Die richtsatzgemäße Geldleistung kann gemäß § 8 Abs. 4 Stmk SHG im Einzelfall auf das zum Lebensunterhalt unerlässliche Maß beschränkt werden, wenn der Hilfeempfänger trotz wiederholter Aufforderung mit den ihm zur Verfügung gestellten Mitteln nicht sparsam umgeht oder trotz Erwerbsfähigkeit und Erwerbsmöglichkeit nicht gewillt ist, seine Arbeitskraft zur Sicherung seines Lebensbedarfes einzusetzen.
Gemäß § 6 Abs. 1 Stmk SHG sind Art und Ausmaß der Hilfe zur Sicherung des Lebensbedarfes davon abhängig zu machen, dass der Hilfeempfänger bereit ist, seine Arbeitskraft in zumutbarer Weise zur Beschaffung seines Lebensbedarfes einzusetzen. Dabei ist auf den gesundheitlichen Zustand, das Lebensalter und nach Möglichkeit auf die berufliche Eignung und Vorbildung des Hilfeempfängers sowie auf die familiären Verhältnisse, insbesondere auf die geordnete Erziehung der unterhaltsberechtigten Kinder Bedacht zu nehmen.
Der Einsatz der eigenen Arbeitskraft darf gemäß § 6 Abs. 2 lit. b Stmk SHG insbesondere von erwerbsunfähigen Personen nicht verlangt werden.
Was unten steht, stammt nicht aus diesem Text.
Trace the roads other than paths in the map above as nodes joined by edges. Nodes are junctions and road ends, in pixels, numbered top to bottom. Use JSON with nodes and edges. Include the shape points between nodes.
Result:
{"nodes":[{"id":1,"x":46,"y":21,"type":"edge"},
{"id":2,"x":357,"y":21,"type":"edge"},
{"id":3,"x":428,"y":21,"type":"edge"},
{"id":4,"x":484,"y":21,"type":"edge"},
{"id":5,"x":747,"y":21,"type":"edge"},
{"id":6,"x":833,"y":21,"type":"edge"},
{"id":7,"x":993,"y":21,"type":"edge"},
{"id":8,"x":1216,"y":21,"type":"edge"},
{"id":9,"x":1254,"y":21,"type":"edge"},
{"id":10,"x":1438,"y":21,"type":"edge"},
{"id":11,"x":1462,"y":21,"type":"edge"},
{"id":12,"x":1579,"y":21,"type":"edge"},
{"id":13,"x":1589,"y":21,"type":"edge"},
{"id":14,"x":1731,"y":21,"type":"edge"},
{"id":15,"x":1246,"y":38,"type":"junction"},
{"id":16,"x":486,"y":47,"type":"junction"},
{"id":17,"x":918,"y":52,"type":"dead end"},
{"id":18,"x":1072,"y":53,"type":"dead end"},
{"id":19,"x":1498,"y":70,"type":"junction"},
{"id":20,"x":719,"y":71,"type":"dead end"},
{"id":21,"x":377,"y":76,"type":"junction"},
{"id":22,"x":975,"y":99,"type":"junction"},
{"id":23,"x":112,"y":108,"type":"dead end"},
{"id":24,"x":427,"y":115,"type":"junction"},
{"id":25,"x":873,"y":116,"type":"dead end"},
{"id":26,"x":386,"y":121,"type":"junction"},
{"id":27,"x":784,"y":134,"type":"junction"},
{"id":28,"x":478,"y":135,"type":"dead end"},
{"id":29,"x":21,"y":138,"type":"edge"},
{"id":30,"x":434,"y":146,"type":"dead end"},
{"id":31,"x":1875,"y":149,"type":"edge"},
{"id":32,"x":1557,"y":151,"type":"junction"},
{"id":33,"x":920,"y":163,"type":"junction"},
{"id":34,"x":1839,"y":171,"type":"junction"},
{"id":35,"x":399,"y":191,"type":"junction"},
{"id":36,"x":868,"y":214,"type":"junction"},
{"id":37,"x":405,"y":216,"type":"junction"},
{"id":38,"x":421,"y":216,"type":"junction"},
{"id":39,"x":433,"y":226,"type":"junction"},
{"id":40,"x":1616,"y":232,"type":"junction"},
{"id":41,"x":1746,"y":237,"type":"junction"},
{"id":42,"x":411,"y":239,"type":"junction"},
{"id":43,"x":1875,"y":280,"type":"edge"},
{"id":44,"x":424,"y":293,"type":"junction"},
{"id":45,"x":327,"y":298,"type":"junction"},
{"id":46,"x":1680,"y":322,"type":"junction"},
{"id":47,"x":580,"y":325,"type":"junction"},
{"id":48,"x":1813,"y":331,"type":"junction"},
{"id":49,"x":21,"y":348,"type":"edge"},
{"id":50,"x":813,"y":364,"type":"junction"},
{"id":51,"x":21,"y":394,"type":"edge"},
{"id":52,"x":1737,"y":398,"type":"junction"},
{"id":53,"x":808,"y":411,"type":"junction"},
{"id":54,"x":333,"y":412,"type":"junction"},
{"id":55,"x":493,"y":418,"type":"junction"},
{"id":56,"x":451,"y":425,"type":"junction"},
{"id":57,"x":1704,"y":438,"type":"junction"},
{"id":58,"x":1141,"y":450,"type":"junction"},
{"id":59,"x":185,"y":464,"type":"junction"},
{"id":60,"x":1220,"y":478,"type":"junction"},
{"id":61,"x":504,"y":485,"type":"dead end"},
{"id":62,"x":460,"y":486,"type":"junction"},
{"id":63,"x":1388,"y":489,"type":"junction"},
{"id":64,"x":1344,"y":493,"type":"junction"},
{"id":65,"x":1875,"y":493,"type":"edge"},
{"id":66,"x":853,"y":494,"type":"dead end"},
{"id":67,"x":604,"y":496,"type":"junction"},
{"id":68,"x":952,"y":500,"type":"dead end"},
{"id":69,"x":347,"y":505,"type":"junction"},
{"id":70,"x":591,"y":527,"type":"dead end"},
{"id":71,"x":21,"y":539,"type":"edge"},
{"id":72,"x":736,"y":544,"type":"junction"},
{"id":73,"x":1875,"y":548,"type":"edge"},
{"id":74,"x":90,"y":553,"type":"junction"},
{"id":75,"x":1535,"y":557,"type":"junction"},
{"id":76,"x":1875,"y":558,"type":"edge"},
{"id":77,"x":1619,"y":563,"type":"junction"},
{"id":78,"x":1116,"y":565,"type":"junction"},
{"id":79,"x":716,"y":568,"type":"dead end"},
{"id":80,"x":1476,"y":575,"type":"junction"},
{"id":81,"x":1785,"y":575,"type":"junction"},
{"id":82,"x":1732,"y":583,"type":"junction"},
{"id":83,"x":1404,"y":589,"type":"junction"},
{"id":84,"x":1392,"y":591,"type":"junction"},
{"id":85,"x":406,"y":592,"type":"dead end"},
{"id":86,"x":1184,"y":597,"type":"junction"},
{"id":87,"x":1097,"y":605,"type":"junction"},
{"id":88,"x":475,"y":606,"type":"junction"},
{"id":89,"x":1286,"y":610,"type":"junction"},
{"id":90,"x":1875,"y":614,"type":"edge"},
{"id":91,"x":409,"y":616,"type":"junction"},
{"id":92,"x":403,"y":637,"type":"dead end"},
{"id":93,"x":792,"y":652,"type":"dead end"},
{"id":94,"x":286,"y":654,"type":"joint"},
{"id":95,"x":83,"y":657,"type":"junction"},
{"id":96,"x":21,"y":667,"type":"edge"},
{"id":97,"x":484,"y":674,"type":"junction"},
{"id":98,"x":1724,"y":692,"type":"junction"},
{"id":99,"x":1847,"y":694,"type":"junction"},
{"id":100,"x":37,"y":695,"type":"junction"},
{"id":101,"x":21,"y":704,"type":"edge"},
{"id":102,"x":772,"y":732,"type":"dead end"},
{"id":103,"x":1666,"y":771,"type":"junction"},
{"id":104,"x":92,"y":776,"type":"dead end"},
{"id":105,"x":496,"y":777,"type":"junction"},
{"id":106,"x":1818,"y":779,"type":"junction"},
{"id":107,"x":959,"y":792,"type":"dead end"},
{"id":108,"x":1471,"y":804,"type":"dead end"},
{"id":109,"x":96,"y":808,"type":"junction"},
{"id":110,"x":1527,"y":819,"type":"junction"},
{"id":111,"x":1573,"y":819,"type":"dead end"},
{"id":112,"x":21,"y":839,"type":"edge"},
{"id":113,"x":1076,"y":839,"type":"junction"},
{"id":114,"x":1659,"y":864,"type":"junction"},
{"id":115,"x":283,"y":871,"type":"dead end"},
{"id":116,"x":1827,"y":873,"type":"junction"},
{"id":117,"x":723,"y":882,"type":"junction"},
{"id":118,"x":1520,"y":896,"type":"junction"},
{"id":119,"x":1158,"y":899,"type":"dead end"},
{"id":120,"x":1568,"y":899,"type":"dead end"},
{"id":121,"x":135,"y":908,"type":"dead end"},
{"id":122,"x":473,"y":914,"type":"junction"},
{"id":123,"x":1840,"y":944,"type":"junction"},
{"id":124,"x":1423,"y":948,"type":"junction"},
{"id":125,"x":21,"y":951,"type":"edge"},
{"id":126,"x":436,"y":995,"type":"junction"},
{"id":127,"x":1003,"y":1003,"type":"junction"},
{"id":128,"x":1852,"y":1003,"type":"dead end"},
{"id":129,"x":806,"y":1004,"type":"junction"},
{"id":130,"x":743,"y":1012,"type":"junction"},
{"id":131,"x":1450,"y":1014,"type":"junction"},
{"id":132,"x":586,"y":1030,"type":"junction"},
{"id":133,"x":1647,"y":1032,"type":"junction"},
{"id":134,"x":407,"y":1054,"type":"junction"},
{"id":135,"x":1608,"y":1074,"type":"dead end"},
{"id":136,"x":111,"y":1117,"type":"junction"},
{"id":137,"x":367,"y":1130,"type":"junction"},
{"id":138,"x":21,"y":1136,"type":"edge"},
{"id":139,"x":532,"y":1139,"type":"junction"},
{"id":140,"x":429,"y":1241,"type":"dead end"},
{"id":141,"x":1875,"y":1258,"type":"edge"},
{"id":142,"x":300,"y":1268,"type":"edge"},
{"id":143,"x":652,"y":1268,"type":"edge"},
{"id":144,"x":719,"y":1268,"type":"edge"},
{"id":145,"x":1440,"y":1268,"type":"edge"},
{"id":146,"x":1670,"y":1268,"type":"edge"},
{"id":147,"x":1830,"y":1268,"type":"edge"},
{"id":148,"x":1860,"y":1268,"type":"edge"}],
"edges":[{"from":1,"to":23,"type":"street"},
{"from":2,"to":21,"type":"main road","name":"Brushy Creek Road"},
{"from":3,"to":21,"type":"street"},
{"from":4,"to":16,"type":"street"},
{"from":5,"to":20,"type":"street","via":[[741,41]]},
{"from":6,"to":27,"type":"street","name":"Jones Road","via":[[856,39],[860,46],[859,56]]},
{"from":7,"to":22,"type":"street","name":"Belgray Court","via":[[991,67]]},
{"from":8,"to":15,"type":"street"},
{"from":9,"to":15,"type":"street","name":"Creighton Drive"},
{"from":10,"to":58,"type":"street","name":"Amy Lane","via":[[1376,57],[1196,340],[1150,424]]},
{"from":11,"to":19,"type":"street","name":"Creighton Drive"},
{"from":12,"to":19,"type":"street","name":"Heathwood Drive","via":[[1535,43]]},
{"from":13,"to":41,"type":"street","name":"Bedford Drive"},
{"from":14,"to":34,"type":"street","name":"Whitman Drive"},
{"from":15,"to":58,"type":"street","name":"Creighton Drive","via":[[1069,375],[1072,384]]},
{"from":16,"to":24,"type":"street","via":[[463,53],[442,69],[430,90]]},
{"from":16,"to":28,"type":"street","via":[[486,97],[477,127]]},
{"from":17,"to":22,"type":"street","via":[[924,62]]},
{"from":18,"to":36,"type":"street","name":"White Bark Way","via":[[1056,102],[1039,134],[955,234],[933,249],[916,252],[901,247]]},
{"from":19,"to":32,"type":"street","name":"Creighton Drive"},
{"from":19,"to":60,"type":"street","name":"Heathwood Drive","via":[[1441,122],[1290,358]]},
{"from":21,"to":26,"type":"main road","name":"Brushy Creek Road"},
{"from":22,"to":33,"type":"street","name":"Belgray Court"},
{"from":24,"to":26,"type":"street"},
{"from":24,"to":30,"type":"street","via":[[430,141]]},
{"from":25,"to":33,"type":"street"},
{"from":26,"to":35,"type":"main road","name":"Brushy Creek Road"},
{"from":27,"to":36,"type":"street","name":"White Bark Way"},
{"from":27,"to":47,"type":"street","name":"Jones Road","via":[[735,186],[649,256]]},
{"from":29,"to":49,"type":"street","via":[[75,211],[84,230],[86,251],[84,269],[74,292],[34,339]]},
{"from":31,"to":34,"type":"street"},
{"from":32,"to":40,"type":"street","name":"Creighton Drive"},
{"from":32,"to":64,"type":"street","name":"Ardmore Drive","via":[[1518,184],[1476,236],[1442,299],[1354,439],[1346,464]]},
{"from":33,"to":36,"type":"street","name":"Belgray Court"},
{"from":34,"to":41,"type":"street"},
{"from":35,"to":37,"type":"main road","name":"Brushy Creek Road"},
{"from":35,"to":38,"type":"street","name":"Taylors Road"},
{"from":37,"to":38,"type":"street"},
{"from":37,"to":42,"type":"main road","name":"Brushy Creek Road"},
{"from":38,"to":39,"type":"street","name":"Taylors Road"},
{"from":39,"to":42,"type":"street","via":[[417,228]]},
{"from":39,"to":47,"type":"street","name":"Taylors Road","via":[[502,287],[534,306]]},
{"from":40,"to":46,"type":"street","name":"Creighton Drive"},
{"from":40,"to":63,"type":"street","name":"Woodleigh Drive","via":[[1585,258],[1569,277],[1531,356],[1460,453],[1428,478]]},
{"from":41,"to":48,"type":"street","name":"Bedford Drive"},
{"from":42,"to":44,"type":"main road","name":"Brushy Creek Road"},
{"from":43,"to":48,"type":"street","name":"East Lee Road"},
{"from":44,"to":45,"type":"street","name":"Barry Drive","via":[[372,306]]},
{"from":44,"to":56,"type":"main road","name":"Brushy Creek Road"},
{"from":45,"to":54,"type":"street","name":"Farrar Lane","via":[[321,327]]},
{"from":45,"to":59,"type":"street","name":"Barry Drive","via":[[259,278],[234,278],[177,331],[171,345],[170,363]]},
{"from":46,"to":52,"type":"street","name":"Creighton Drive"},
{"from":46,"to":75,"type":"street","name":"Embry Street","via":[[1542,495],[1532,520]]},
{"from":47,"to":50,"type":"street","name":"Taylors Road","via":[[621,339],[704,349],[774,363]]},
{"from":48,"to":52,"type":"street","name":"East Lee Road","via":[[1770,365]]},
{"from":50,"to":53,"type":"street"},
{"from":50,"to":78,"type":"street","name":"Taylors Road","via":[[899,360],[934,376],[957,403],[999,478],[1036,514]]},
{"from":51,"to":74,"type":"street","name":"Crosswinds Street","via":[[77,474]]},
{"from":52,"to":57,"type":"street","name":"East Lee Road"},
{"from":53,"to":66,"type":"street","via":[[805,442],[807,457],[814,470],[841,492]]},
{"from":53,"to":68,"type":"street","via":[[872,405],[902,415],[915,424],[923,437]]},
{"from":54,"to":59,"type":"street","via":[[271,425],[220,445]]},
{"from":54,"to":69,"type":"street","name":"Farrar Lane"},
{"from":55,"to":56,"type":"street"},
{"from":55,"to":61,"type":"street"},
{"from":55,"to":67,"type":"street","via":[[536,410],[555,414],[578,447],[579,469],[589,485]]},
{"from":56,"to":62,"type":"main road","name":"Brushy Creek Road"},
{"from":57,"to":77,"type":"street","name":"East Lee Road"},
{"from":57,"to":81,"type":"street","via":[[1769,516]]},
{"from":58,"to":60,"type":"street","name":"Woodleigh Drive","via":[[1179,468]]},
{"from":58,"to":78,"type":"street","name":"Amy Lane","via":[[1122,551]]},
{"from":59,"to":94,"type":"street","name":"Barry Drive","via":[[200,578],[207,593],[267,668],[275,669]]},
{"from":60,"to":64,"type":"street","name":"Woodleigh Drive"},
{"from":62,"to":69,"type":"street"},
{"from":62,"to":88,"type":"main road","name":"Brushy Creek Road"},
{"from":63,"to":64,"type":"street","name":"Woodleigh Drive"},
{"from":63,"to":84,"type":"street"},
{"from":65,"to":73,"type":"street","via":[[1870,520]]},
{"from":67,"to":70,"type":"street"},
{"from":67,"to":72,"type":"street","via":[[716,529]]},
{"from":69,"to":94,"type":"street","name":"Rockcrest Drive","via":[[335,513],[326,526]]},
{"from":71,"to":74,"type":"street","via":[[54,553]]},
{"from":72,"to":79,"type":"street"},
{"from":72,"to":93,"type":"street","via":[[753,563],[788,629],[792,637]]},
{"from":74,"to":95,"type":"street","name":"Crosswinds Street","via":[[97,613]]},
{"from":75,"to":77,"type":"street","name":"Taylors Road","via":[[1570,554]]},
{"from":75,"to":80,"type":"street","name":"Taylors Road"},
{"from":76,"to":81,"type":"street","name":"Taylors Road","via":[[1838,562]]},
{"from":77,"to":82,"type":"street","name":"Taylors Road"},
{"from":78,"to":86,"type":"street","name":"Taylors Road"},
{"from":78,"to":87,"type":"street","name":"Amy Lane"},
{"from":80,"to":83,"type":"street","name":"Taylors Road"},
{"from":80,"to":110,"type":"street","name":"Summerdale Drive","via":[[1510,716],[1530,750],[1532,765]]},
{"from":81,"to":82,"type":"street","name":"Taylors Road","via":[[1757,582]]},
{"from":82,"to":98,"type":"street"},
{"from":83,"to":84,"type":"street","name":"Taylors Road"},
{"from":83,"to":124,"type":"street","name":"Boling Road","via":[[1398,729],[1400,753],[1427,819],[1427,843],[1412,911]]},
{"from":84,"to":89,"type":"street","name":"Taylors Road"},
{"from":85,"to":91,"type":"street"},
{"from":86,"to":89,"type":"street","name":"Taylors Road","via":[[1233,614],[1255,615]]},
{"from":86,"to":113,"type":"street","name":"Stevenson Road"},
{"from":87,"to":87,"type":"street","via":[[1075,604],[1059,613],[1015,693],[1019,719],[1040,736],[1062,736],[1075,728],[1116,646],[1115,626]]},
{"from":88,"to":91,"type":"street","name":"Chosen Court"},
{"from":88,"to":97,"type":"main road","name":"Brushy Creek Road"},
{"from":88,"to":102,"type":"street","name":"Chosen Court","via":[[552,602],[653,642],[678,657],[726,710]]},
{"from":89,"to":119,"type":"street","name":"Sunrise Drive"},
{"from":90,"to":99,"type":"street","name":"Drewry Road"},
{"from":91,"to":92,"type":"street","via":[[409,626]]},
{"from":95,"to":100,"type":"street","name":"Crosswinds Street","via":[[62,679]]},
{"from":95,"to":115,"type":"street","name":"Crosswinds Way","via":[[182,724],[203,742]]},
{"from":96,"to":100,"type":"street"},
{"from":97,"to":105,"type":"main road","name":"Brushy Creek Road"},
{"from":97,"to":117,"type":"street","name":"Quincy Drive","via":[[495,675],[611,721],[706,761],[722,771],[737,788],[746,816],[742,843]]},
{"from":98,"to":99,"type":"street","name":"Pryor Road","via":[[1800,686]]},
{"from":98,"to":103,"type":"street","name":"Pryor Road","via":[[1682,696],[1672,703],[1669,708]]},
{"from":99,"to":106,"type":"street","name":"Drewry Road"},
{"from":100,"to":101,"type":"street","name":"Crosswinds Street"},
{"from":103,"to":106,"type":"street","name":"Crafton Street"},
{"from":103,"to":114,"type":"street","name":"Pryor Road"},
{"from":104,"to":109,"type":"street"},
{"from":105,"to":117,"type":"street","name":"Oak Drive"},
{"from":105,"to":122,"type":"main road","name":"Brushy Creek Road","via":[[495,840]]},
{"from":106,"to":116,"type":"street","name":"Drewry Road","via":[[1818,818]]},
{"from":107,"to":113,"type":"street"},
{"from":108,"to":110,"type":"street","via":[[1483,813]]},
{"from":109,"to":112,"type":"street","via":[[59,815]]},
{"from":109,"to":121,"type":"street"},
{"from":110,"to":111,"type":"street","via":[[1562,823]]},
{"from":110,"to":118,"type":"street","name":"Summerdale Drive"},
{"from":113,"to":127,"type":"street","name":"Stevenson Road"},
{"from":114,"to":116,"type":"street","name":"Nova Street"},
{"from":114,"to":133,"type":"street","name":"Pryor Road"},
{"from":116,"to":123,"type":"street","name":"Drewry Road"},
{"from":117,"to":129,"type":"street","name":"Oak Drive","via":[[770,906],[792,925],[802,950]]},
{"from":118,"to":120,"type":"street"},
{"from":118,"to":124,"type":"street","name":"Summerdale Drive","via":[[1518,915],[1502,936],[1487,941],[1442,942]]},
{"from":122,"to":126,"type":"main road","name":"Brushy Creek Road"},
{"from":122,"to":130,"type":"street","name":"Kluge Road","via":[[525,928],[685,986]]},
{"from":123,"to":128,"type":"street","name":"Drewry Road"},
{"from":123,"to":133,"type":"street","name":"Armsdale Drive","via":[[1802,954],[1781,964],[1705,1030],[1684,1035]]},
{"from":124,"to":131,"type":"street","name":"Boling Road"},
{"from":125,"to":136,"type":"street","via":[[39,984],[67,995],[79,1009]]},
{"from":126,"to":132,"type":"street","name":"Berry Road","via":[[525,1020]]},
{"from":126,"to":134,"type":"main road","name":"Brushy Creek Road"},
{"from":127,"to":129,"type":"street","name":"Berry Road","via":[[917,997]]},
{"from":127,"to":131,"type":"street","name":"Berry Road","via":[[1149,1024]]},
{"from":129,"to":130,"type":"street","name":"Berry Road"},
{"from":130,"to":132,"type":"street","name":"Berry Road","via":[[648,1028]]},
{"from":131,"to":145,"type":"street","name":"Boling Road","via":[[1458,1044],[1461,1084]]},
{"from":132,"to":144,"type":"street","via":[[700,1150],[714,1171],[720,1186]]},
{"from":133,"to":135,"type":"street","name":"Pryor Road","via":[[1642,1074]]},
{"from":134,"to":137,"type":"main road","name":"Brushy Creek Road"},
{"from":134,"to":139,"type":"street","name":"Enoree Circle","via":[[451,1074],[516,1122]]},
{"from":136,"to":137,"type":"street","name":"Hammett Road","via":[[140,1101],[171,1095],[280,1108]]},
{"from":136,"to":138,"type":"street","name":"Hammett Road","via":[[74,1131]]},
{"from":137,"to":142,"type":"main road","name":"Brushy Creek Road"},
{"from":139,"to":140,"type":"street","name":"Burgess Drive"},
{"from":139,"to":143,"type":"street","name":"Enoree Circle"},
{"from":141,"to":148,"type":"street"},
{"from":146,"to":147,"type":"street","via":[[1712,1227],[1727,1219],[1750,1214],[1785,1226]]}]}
Dem angefochtenen Bescheid liegt die Auffassung zu Grunde, die Beschwerdeführerin sei trotz gegebener Erwerbsfähigkeit mehrmaligen Aufforderungen, ihre Bemühungen zur Erlangung einer (geringfügigen) Beschäftigung nachzuweisen, nicht nachgekommen. Da sie somit nicht gewillt sei, ihre Arbeitskraft zur Sicherung ihres Lebensbedarfs einzusetzen, sei ihr die in Form einer richtsatzgemäßen Geldleistung zu gewährende Sozialhilfe um 10 % zu kürzen.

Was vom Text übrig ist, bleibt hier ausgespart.